Aim of the exercise —
The records below are to be restated word for word; their pictures are not.

Dataset entries —
%%

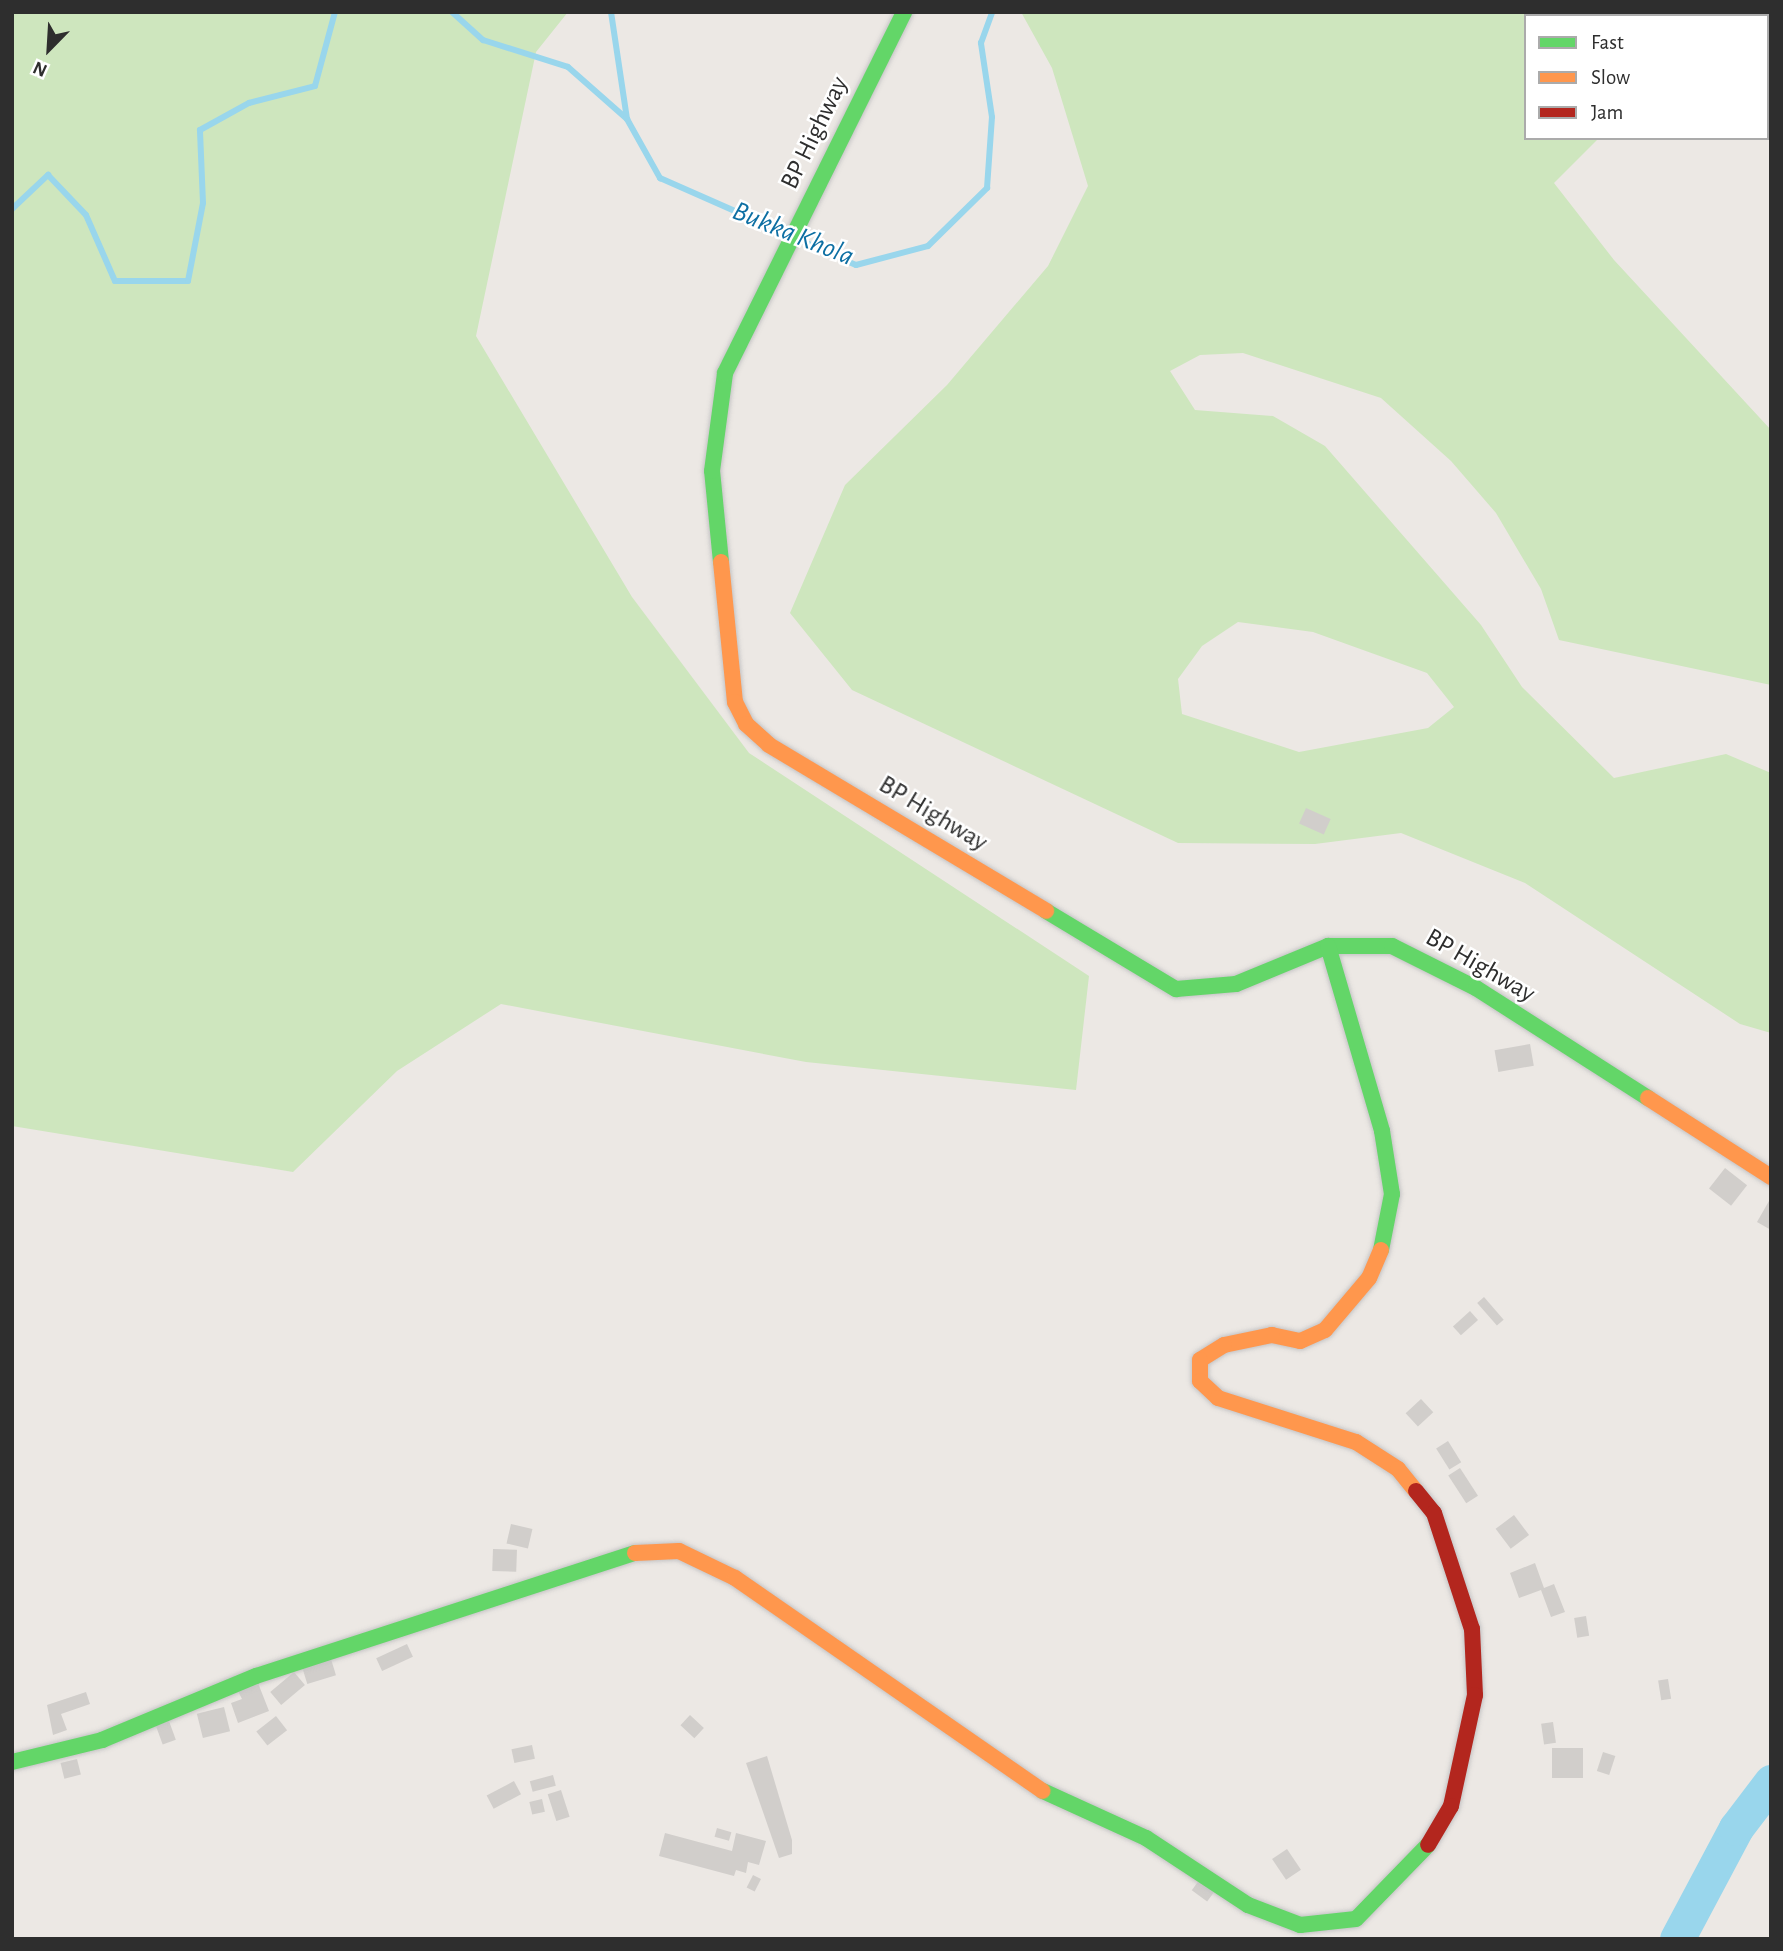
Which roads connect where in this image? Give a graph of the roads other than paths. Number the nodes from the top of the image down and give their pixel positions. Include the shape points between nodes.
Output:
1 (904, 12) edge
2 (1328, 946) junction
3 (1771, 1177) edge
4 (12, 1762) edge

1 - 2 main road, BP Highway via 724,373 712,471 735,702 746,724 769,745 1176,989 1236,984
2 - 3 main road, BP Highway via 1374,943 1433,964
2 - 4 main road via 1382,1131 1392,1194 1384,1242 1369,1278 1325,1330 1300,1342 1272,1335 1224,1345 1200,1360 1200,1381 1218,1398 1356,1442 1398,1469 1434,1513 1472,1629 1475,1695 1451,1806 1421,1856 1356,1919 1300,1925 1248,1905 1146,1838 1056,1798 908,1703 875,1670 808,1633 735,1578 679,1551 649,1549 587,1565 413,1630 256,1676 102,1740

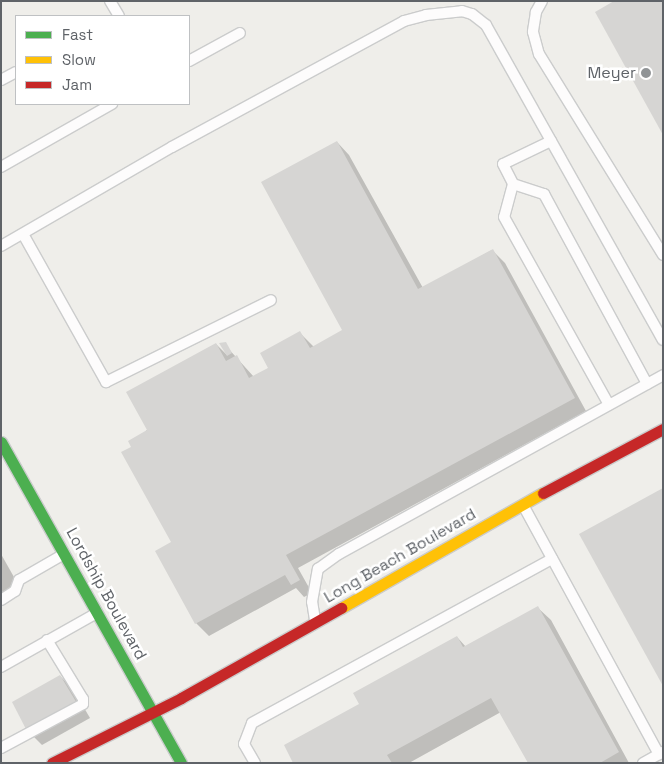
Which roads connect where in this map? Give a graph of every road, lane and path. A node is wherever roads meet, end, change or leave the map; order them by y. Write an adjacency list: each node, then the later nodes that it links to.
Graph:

%%

Solution —
Which roads connect where in this image? Give a graph of the roads other than paths. Number the nodes from the top of the image down and give their pixel positions. Include the shape points between nodes.
Output:
1 (904, 12) edge
2 (1328, 946) junction
3 (1771, 1177) edge
4 (12, 1762) edge

1 - 2 main road, BP Highway via 724,373 712,471 735,702 746,724 769,745 1176,989 1236,984
2 - 3 main road, BP Highway via 1374,943 1433,964
2 - 4 main road via 1382,1131 1392,1194 1384,1242 1369,1278 1325,1330 1300,1342 1272,1335 1224,1345 1200,1360 1200,1381 1218,1398 1356,1442 1398,1469 1434,1513 1472,1629 1475,1695 1451,1806 1421,1856 1356,1919 1300,1925 1248,1905 1146,1838 1056,1798 908,1703 875,1670 808,1633 735,1578 679,1551 649,1549 587,1565 413,1630 256,1676 102,1740

Which roads connect where in this map? Give a graph of every road, lane and path. A node is wherever roads meet, end, change or leave the map; order them by y. Write an adjacency list: each node, then the later nodes that it links to.
Graph:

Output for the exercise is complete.